» What the task requires
Look for "Comercial" in each line of the entries, and return the matching lines.

» Data extracted from a collection
□ □ □ □ □ □ □

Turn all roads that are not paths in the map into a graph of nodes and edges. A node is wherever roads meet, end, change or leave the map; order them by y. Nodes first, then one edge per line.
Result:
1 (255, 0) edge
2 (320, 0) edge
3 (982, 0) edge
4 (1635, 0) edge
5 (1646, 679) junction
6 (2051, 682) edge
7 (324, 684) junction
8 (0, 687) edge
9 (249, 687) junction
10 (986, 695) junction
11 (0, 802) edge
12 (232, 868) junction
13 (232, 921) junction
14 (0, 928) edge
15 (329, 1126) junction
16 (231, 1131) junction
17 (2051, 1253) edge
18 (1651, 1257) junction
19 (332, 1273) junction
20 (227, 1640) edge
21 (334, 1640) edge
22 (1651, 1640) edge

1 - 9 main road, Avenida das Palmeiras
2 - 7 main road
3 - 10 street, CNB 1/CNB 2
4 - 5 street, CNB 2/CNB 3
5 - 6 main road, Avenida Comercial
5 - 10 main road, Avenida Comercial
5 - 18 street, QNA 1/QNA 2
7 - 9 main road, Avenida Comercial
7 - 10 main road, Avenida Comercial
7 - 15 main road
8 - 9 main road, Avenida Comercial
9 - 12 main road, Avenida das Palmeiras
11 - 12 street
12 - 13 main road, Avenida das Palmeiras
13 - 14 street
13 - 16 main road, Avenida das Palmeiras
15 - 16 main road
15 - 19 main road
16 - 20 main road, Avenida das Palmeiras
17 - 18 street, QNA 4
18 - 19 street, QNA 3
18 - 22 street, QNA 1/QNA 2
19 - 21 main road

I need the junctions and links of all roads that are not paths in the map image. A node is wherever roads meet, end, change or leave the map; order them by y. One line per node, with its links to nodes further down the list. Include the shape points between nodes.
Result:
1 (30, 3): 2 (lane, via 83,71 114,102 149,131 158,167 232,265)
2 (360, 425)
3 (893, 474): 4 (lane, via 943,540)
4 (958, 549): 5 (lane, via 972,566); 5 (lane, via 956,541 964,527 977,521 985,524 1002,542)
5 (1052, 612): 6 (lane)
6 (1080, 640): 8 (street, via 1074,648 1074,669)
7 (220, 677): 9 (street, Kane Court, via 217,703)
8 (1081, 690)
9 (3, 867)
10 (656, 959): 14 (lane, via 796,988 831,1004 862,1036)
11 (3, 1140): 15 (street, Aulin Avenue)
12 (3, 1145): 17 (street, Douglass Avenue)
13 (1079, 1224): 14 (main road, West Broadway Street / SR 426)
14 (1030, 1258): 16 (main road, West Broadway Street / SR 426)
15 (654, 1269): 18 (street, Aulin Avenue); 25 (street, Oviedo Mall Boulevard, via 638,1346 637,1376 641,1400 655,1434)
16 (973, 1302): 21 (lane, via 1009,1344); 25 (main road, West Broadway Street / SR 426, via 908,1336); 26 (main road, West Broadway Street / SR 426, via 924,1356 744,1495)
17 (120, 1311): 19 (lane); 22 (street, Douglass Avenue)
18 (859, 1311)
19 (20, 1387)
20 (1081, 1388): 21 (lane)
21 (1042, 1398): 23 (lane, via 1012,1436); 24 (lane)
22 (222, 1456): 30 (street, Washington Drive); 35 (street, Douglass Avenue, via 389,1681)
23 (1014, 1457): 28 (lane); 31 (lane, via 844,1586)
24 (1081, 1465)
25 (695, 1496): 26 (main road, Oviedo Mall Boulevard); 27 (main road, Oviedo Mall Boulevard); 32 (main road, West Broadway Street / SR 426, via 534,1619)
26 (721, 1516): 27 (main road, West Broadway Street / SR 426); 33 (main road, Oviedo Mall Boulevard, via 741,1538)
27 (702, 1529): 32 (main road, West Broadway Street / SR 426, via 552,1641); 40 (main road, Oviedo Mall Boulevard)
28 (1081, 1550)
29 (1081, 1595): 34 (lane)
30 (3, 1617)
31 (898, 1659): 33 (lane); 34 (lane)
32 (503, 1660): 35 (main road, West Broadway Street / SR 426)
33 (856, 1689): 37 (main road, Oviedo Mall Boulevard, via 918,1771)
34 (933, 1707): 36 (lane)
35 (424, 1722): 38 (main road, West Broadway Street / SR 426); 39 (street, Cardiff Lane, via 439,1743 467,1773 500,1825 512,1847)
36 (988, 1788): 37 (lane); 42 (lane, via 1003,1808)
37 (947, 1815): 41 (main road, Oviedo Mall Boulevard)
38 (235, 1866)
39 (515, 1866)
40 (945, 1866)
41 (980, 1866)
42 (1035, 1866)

□ □ □ □ □ □ □

» Output
5 - 6 main road, Avenida Comercial
5 - 10 main road, Avenida Comercial
7 - 9 main road, Avenida Comercial
7 - 10 main road, Avenida Comercial
8 - 9 main road, Avenida Comercial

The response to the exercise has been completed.